In the listing below, every line with the word "CIAMIS" needs to be copied.

• _Data records_
※

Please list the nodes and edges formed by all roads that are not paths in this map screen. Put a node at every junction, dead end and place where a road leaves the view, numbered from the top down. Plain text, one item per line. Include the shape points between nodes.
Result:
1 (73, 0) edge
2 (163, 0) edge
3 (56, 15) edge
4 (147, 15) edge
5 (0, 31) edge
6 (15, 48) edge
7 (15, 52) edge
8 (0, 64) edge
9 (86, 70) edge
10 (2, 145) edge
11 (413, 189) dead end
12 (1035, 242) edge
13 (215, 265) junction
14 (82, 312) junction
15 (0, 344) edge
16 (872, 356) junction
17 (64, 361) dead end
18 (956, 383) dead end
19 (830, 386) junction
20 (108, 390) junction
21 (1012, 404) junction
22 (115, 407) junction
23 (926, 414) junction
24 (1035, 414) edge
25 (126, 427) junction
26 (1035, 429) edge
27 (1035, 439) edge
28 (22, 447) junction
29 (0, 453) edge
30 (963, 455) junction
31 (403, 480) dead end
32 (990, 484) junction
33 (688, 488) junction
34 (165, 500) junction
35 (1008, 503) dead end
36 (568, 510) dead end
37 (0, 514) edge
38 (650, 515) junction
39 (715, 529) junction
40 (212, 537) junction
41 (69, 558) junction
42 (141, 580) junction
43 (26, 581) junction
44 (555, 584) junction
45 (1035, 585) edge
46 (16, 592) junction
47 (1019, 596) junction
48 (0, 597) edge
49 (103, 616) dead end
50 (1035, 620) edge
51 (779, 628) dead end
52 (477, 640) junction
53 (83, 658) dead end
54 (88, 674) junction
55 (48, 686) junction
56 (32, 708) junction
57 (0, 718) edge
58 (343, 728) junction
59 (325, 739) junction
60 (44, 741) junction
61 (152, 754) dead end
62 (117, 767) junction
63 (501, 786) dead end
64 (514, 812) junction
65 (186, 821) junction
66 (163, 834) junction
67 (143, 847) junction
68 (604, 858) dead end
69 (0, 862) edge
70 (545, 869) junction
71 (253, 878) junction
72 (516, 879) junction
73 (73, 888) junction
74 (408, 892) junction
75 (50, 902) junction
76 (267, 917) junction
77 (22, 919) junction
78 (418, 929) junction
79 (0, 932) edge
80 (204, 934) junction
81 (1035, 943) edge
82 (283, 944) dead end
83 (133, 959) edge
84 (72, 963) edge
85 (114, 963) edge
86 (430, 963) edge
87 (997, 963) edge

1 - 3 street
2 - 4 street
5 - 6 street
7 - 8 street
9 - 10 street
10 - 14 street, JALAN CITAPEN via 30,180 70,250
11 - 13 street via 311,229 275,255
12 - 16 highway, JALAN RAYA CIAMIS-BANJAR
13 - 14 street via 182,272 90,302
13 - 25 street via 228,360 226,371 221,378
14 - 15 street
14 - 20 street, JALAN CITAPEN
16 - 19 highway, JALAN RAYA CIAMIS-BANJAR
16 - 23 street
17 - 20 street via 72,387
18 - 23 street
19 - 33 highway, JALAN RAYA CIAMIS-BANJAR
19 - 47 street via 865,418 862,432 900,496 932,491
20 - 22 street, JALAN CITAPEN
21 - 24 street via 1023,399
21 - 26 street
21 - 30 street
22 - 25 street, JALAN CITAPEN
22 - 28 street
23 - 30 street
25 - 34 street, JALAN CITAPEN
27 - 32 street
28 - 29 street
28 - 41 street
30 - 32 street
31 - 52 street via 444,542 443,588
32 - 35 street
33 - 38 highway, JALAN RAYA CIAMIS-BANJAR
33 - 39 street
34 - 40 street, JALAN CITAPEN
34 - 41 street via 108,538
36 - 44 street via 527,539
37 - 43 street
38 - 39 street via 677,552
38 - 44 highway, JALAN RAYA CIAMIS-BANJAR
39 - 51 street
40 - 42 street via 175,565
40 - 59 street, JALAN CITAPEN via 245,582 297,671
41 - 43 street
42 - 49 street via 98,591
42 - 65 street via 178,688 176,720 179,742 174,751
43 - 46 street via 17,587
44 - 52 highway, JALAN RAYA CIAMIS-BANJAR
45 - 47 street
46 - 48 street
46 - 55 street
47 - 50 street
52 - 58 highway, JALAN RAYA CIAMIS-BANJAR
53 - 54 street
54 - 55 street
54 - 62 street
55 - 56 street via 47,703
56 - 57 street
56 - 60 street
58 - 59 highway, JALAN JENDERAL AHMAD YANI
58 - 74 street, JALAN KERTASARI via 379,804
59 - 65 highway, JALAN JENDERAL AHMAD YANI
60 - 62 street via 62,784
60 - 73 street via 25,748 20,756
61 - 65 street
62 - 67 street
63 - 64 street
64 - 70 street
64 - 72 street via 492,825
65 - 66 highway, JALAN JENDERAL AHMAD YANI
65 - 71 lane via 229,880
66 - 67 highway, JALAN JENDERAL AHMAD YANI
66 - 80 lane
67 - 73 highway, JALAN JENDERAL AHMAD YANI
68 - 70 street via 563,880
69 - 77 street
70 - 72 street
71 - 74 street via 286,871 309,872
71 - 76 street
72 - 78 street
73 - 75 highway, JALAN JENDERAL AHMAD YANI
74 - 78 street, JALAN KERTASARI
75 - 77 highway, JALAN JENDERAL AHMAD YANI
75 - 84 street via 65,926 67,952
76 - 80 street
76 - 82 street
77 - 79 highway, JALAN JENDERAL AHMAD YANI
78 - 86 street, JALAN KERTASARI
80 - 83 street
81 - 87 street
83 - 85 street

※

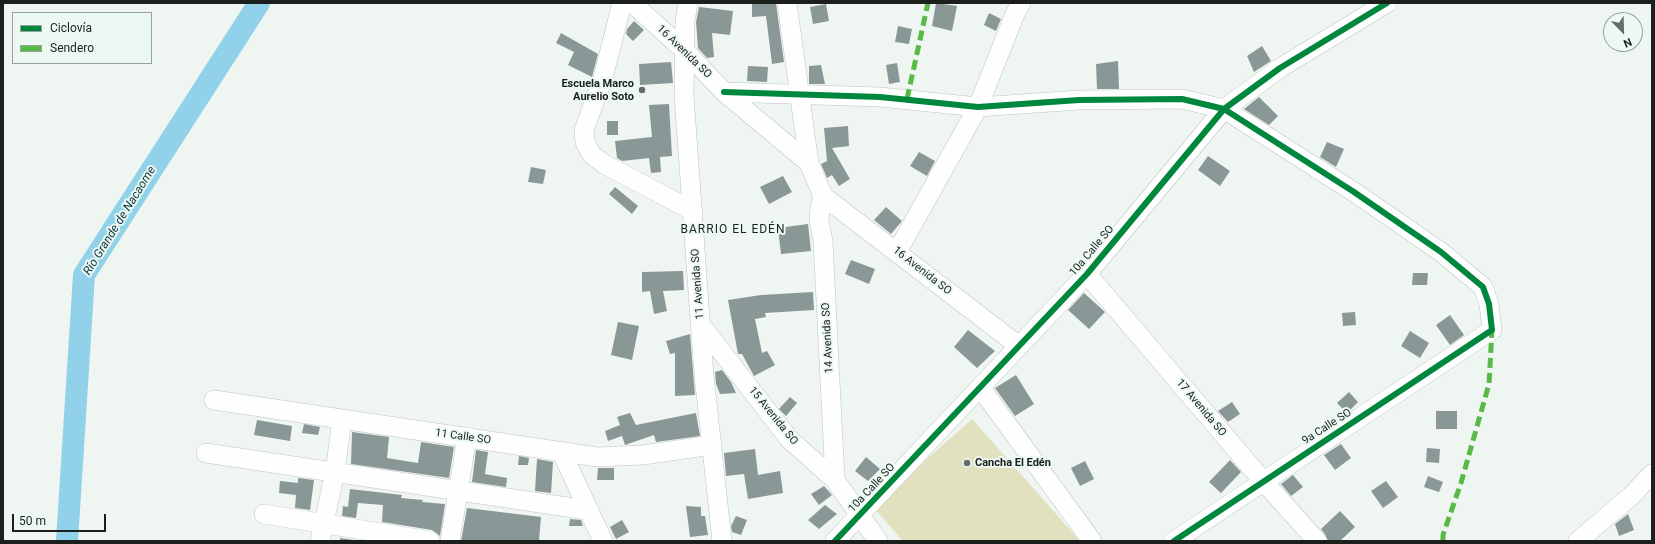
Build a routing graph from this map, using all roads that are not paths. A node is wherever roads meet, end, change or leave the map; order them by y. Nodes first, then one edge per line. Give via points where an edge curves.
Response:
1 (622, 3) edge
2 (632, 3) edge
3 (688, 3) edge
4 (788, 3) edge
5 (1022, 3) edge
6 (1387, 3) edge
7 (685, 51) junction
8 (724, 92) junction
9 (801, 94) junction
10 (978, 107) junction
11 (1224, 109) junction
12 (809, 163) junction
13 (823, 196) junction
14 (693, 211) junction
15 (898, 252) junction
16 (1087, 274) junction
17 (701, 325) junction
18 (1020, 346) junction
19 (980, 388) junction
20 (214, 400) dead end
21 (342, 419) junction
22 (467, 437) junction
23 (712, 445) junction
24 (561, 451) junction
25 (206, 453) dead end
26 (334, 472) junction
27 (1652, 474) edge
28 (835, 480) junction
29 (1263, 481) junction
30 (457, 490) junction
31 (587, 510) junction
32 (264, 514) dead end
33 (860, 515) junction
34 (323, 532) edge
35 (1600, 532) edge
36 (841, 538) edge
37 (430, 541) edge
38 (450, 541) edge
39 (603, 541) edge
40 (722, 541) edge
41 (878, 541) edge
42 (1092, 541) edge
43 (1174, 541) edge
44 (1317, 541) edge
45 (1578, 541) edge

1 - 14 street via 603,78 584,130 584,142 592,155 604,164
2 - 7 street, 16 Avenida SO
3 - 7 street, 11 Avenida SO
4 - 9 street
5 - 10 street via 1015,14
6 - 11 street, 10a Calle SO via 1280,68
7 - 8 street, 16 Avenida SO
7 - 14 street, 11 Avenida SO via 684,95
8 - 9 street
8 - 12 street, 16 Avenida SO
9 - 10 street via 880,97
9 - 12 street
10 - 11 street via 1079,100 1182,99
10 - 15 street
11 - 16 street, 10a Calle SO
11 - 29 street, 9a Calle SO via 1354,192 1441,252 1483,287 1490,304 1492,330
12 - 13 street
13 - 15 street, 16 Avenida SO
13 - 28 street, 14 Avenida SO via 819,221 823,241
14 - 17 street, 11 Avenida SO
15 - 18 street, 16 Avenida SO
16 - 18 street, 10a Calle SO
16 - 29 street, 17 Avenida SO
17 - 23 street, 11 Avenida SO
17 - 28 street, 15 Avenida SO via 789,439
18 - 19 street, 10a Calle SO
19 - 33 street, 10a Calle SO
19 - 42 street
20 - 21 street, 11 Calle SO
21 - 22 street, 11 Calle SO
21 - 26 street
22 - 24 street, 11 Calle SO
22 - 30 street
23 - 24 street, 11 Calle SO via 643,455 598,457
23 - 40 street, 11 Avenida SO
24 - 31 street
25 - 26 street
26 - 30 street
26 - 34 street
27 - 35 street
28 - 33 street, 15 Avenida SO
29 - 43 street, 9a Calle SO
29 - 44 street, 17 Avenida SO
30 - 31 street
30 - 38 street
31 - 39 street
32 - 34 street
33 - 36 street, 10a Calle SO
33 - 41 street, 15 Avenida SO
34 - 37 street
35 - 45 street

※

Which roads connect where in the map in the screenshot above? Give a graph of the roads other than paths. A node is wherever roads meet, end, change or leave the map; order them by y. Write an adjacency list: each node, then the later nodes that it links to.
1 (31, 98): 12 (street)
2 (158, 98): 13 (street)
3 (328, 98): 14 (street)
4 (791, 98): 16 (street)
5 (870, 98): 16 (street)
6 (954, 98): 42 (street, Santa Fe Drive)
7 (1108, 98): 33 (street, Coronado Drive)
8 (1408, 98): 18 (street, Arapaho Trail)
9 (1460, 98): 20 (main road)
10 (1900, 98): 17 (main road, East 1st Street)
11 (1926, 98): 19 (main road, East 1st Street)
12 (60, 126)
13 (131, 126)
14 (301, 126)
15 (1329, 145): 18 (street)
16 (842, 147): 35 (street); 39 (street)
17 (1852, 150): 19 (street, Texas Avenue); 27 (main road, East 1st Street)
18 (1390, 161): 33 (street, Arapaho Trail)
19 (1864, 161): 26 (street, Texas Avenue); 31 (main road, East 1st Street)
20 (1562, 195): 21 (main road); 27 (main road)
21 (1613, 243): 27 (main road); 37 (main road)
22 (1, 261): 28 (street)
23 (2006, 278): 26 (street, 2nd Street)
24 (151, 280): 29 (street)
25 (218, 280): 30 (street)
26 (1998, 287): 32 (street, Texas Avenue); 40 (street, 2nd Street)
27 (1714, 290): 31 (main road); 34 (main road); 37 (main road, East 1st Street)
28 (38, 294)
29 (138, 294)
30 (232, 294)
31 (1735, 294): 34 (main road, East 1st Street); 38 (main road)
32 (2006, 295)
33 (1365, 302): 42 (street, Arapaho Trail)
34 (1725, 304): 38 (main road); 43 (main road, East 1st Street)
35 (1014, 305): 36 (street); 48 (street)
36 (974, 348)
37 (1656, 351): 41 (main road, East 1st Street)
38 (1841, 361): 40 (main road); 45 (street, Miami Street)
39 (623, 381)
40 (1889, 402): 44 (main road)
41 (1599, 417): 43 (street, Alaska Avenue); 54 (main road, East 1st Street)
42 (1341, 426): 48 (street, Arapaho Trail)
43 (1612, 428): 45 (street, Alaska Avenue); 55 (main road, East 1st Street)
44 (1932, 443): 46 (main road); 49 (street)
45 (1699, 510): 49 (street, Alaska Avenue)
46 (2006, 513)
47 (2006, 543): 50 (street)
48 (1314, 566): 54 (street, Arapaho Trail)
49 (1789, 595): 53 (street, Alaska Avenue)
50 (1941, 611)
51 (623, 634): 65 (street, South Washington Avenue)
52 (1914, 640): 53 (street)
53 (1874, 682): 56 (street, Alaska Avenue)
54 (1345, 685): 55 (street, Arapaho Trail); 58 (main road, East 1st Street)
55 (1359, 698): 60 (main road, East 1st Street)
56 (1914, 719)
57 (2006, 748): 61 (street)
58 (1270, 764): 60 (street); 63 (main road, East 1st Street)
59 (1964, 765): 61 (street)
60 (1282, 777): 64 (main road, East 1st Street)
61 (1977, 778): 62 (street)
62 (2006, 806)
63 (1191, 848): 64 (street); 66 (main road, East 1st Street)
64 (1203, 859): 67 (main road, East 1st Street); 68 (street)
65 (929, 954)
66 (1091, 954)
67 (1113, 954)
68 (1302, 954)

※

• _Problem solution_
12 - 16 highway, JALAN RAYA CIAMIS-BANJAR
16 - 19 highway, JALAN RAYA CIAMIS-BANJAR
19 - 33 highway, JALAN RAYA CIAMIS-BANJAR
33 - 38 highway, JALAN RAYA CIAMIS-BANJAR
38 - 44 highway, JALAN RAYA CIAMIS-BANJAR
44 - 52 highway, JALAN RAYA CIAMIS-BANJAR
52 - 58 highway, JALAN RAYA CIAMIS-BANJAR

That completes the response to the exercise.